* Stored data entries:
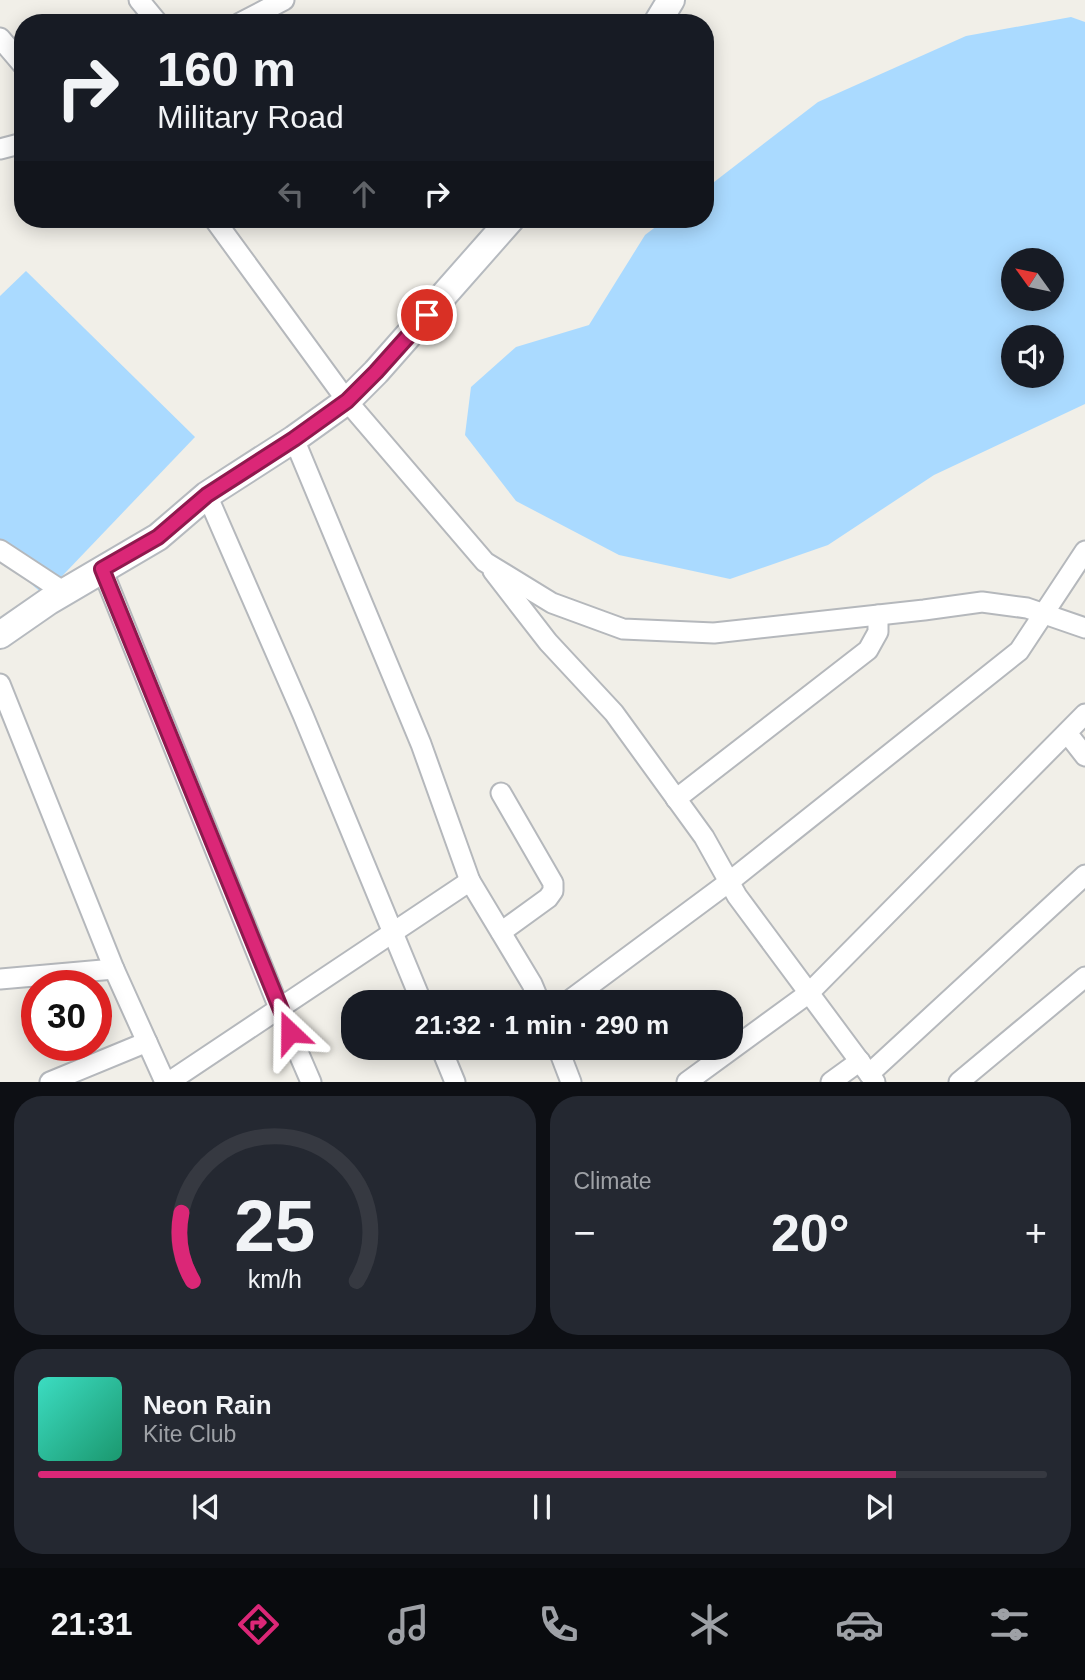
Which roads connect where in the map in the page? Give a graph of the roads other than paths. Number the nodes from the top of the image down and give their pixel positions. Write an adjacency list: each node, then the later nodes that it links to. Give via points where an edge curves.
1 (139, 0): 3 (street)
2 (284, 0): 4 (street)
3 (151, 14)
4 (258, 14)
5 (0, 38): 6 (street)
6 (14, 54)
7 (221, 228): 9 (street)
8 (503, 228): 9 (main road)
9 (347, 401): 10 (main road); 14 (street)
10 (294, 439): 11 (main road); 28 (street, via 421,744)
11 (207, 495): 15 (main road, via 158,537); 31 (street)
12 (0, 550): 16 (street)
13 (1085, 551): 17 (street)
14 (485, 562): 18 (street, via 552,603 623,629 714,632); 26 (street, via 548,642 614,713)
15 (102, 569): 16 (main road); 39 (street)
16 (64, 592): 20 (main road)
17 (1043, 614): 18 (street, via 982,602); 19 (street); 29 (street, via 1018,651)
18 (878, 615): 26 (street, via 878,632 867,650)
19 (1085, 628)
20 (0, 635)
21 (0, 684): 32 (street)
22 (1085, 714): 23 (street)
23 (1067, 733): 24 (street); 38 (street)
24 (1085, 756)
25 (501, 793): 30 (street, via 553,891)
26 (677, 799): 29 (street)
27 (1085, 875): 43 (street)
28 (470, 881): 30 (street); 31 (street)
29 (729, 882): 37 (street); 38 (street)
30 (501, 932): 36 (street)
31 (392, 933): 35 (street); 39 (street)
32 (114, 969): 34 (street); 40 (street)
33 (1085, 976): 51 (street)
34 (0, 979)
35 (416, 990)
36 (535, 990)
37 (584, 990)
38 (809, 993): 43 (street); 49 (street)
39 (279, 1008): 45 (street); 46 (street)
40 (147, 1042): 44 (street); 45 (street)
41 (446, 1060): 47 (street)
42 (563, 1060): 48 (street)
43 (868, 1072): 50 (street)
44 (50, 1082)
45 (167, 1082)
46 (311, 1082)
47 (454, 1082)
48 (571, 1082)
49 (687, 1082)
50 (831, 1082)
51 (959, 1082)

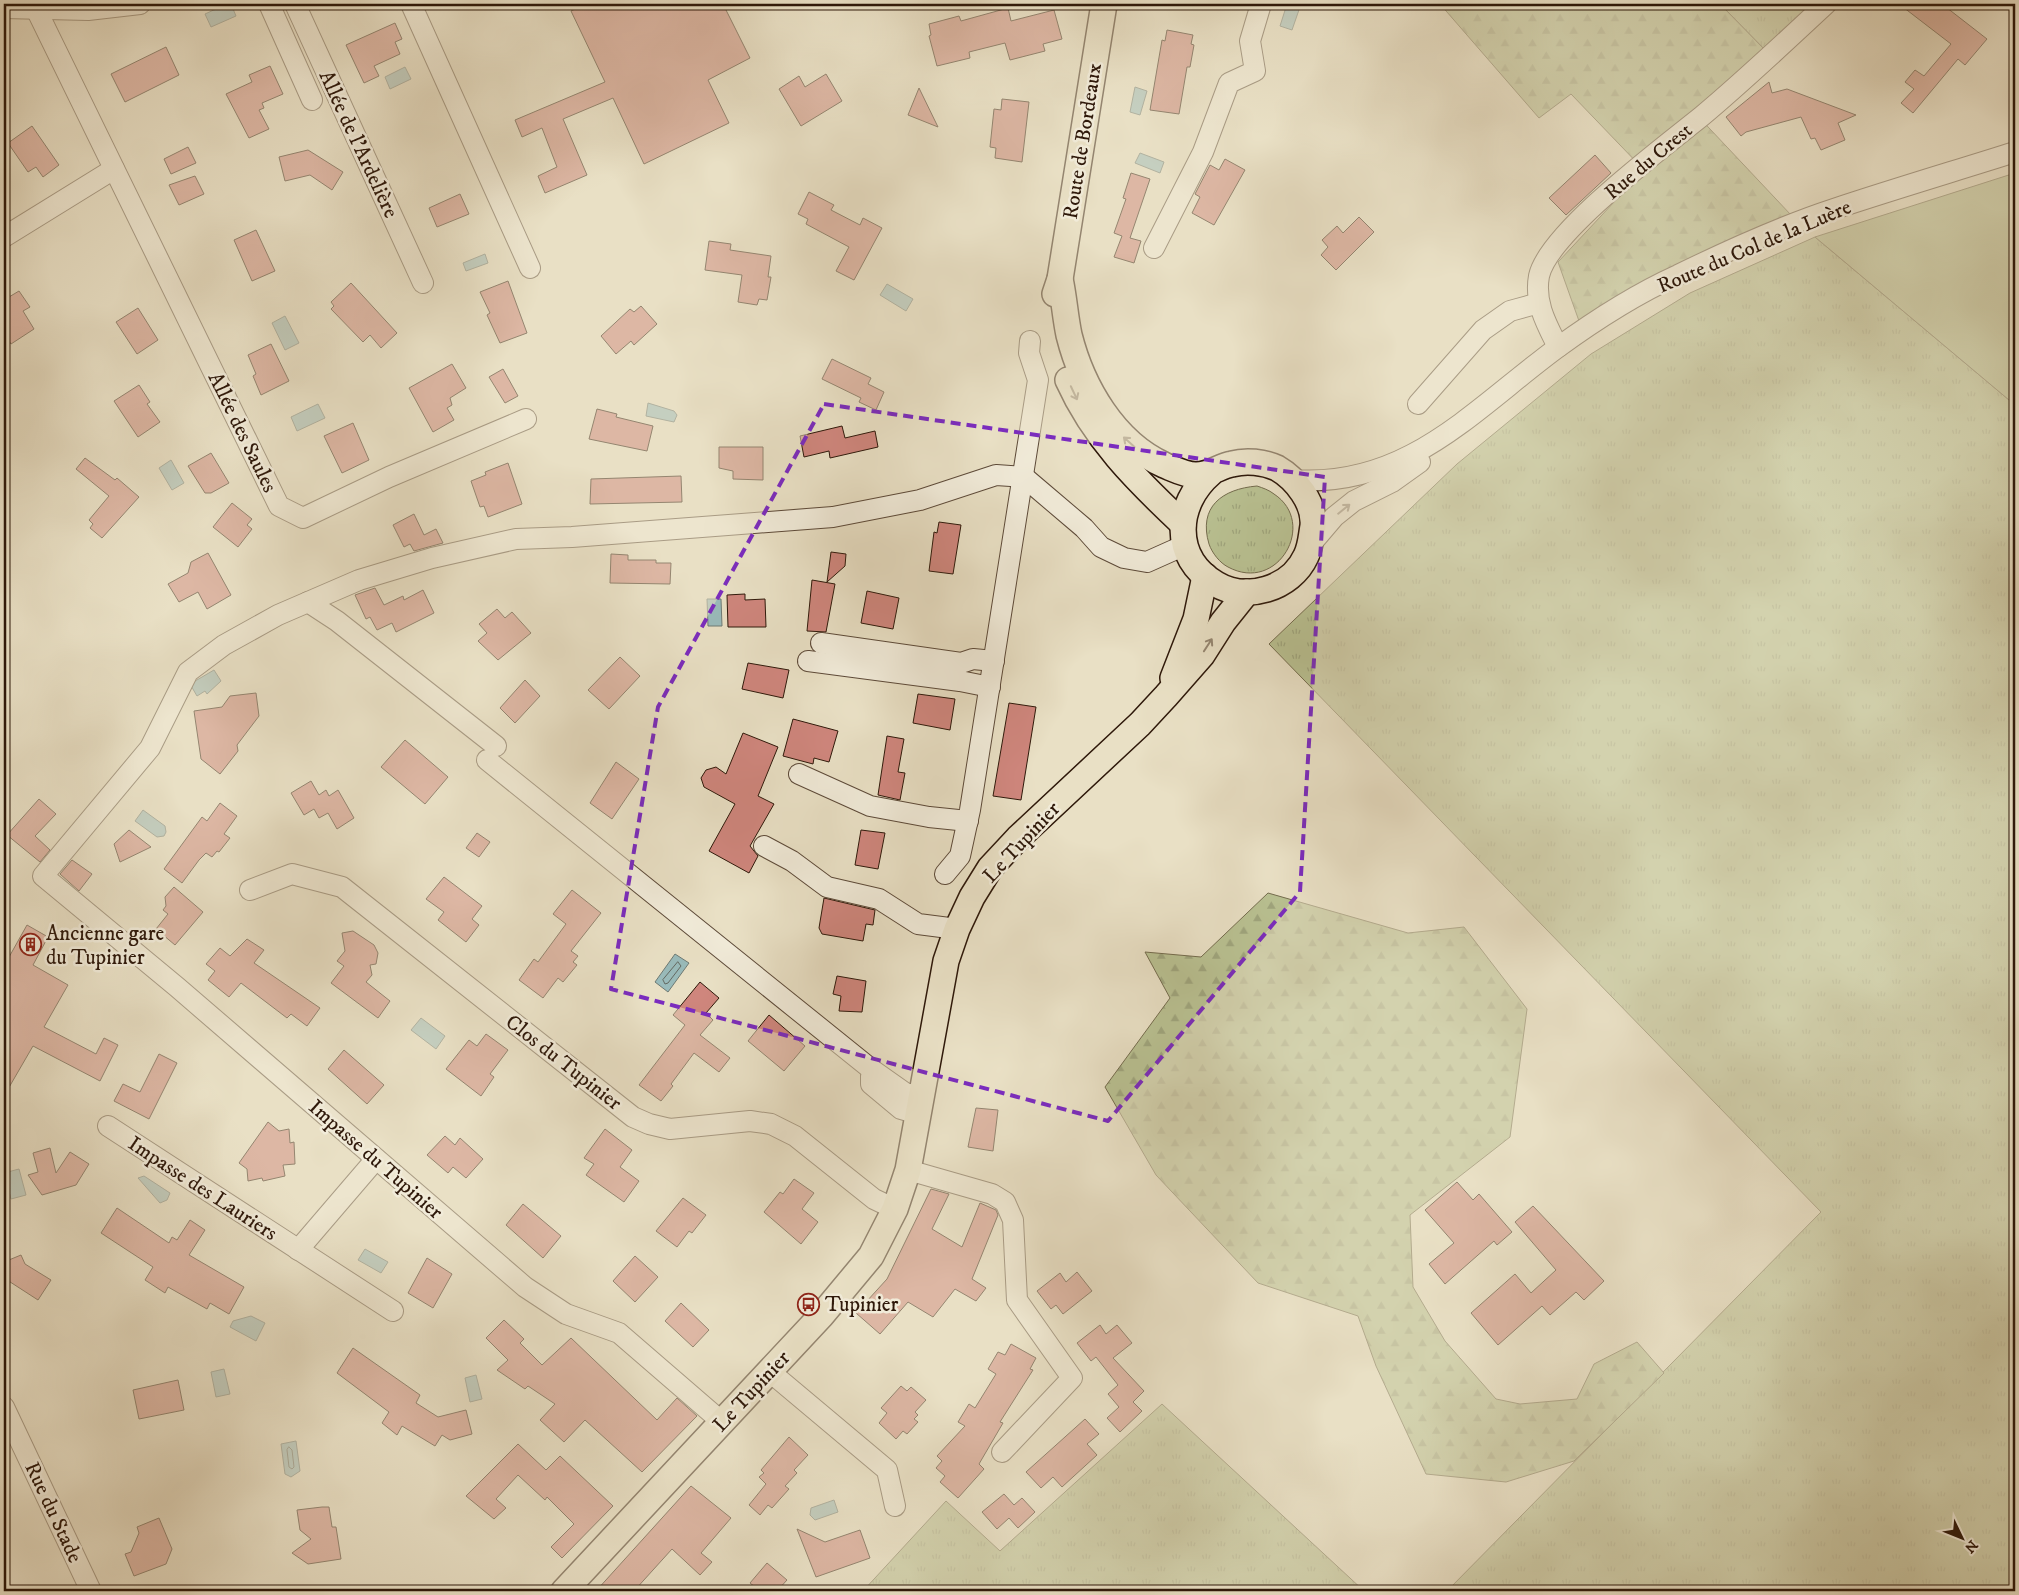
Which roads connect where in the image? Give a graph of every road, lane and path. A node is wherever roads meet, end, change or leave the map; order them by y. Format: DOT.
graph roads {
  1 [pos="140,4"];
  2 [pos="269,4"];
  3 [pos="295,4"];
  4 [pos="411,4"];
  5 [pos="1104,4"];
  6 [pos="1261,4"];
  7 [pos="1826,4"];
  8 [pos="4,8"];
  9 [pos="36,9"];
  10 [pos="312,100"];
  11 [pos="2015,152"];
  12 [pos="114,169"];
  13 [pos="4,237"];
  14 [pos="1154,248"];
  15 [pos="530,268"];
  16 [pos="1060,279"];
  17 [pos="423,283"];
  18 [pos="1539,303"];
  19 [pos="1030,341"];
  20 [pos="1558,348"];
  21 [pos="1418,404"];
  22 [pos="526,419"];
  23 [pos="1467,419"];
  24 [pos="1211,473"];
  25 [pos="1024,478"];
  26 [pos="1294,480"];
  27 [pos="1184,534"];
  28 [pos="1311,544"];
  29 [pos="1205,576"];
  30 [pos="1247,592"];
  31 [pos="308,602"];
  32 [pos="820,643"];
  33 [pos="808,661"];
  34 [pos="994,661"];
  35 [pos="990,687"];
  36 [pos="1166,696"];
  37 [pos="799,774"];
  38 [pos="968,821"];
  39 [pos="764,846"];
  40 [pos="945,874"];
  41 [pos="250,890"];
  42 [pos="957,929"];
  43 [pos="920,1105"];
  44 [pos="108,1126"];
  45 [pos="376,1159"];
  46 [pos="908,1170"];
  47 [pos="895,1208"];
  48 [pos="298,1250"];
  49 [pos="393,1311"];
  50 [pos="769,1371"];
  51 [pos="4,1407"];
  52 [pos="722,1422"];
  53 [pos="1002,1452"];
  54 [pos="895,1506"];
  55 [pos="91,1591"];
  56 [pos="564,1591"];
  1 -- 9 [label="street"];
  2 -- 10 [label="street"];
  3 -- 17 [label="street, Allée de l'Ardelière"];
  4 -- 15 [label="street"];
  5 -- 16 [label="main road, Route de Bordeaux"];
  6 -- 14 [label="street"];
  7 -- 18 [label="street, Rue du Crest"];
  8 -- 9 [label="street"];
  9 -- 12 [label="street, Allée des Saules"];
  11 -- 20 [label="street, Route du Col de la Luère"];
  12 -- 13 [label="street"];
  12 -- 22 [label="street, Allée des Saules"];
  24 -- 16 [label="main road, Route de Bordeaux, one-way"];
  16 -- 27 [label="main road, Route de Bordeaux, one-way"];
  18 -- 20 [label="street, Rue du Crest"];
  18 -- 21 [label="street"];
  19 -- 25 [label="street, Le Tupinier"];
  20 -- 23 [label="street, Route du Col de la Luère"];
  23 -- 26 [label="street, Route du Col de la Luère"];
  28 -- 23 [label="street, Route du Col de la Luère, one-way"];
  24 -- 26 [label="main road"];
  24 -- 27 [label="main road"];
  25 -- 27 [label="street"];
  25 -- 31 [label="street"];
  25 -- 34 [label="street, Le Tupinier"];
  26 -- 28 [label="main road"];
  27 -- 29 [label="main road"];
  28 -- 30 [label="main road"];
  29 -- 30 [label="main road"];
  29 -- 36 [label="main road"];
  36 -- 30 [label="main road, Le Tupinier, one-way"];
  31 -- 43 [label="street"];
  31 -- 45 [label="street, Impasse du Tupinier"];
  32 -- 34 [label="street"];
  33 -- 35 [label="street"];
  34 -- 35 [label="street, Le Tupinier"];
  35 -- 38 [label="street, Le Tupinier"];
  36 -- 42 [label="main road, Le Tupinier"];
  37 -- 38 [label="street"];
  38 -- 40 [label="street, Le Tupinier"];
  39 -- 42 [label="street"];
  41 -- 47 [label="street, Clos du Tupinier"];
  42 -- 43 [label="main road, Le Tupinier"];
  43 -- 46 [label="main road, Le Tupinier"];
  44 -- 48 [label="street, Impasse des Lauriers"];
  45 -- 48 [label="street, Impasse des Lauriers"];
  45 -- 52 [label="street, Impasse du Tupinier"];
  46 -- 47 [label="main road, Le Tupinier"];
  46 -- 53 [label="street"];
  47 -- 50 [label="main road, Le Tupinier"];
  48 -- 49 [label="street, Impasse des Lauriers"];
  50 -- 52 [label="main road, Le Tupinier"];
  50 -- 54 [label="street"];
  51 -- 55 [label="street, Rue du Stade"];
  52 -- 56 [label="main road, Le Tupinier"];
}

* What to do: Leave out the pictures and print every line of the data exactly.

* Task response:
Which roads connect where in the map in the page? Give a graph of the roads other than paths. Number the nodes from the top of the image down and give their pixel positions. Write an adjacency list: each node, then the later nodes that it links to. Give via points where an edge curves.
1 (139, 0): 3 (street)
2 (284, 0): 4 (street)
3 (151, 14)
4 (258, 14)
5 (0, 38): 6 (street)
6 (14, 54)
7 (221, 228): 9 (street)
8 (503, 228): 9 (main road)
9 (347, 401): 10 (main road); 14 (street)
10 (294, 439): 11 (main road); 28 (street, via 421,744)
11 (207, 495): 15 (main road, via 158,537); 31 (street)
12 (0, 550): 16 (street)
13 (1085, 551): 17 (street)
14 (485, 562): 18 (street, via 552,603 623,629 714,632); 26 (street, via 548,642 614,713)
15 (102, 569): 16 (main road); 39 (street)
16 (64, 592): 20 (main road)
17 (1043, 614): 18 (street, via 982,602); 19 (street); 29 (street, via 1018,651)
18 (878, 615): 26 (street, via 878,632 867,650)
19 (1085, 628)
20 (0, 635)
21 (0, 684): 32 (street)
22 (1085, 714): 23 (street)
23 (1067, 733): 24 (street); 38 (street)
24 (1085, 756)
25 (501, 793): 30 (street, via 553,891)
26 (677, 799): 29 (street)
27 (1085, 875): 43 (street)
28 (470, 881): 30 (street); 31 (street)
29 (729, 882): 37 (street); 38 (street)
30 (501, 932): 36 (street)
31 (392, 933): 35 (street); 39 (street)
32 (114, 969): 34 (street); 40 (street)
33 (1085, 976): 51 (street)
34 (0, 979)
35 (416, 990)
36 (535, 990)
37 (584, 990)
38 (809, 993): 43 (street); 49 (street)
39 (279, 1008): 45 (street); 46 (street)
40 (147, 1042): 44 (street); 45 (street)
41 (446, 1060): 47 (street)
42 (563, 1060): 48 (street)
43 (868, 1072): 50 (street)
44 (50, 1082)
45 (167, 1082)
46 (311, 1082)
47 (454, 1082)
48 (571, 1082)
49 (687, 1082)
50 (831, 1082)
51 (959, 1082)

Which roads connect where in the image? Give a graph of every road, lane and path. A node is wherever roads meet, end, change or leave the map; order them by y. Format: DOT.
graph roads {
  1 [pos="140,4"];
  2 [pos="269,4"];
  3 [pos="295,4"];
  4 [pos="411,4"];
  5 [pos="1104,4"];
  6 [pos="1261,4"];
  7 [pos="1826,4"];
  8 [pos="4,8"];
  9 [pos="36,9"];
  10 [pos="312,100"];
  11 [pos="2015,152"];
  12 [pos="114,169"];
  13 [pos="4,237"];
  14 [pos="1154,248"];
  15 [pos="530,268"];
  16 [pos="1060,279"];
  17 [pos="423,283"];
  18 [pos="1539,303"];
  19 [pos="1030,341"];
  20 [pos="1558,348"];
  21 [pos="1418,404"];
  22 [pos="526,419"];
  23 [pos="1467,419"];
  24 [pos="1211,473"];
  25 [pos="1024,478"];
  26 [pos="1294,480"];
  27 [pos="1184,534"];
  28 [pos="1311,544"];
  29 [pos="1205,576"];
  30 [pos="1247,592"];
  31 [pos="308,602"];
  32 [pos="820,643"];
  33 [pos="808,661"];
  34 [pos="994,661"];
  35 [pos="990,687"];
  36 [pos="1166,696"];
  37 [pos="799,774"];
  38 [pos="968,821"];
  39 [pos="764,846"];
  40 [pos="945,874"];
  41 [pos="250,890"];
  42 [pos="957,929"];
  43 [pos="920,1105"];
  44 [pos="108,1126"];
  45 [pos="376,1159"];
  46 [pos="908,1170"];
  47 [pos="895,1208"];
  48 [pos="298,1250"];
  49 [pos="393,1311"];
  50 [pos="769,1371"];
  51 [pos="4,1407"];
  52 [pos="722,1422"];
  53 [pos="1002,1452"];
  54 [pos="895,1506"];
  55 [pos="91,1591"];
  56 [pos="564,1591"];
  1 -- 9 [label="street"];
  2 -- 10 [label="street"];
  3 -- 17 [label="street, Allée de l'Ardelière"];
  4 -- 15 [label="street"];
  5 -- 16 [label="main road, Route de Bordeaux"];
  6 -- 14 [label="street"];
  7 -- 18 [label="street, Rue du Crest"];
  8 -- 9 [label="street"];
  9 -- 12 [label="street, Allée des Saules"];
  11 -- 20 [label="street, Route du Col de la Luère"];
  12 -- 13 [label="street"];
  12 -- 22 [label="street, Allée des Saules"];
  24 -- 16 [label="main road, Route de Bordeaux, one-way"];
  16 -- 27 [label="main road, Route de Bordeaux, one-way"];
  18 -- 20 [label="street, Rue du Crest"];
  18 -- 21 [label="street"];
  19 -- 25 [label="street, Le Tupinier"];
  20 -- 23 [label="street, Route du Col de la Luère"];
  23 -- 26 [label="street, Route du Col de la Luère"];
  28 -- 23 [label="street, Route du Col de la Luère, one-way"];
  24 -- 26 [label="main road"];
  24 -- 27 [label="main road"];
  25 -- 27 [label="street"];
  25 -- 31 [label="street"];
  25 -- 34 [label="street, Le Tupinier"];
  26 -- 28 [label="main road"];
  27 -- 29 [label="main road"];
  28 -- 30 [label="main road"];
  29 -- 30 [label="main road"];
  29 -- 36 [label="main road"];
  36 -- 30 [label="main road, Le Tupinier, one-way"];
  31 -- 43 [label="street"];
  31 -- 45 [label="street, Impasse du Tupinier"];
  32 -- 34 [label="street"];
  33 -- 35 [label="street"];
  34 -- 35 [label="street, Le Tupinier"];
  35 -- 38 [label="street, Le Tupinier"];
  36 -- 42 [label="main road, Le Tupinier"];
  37 -- 38 [label="street"];
  38 -- 40 [label="street, Le Tupinier"];
  39 -- 42 [label="street"];
  41 -- 47 [label="street, Clos du Tupinier"];
  42 -- 43 [label="main road, Le Tupinier"];
  43 -- 46 [label="main road, Le Tupinier"];
  44 -- 48 [label="street, Impasse des Lauriers"];
  45 -- 48 [label="street, Impasse des Lauriers"];
  45 -- 52 [label="street, Impasse du Tupinier"];
  46 -- 47 [label="main road, Le Tupinier"];
  46 -- 53 [label="street"];
  47 -- 50 [label="main road, Le Tupinier"];
  48 -- 49 [label="street, Impasse des Lauriers"];
  50 -- 52 [label="main road, Le Tupinier"];
  50 -- 54 [label="street"];
  51 -- 55 [label="street, Rue du Stade"];
  52 -- 56 [label="main road, Le Tupinier"];
}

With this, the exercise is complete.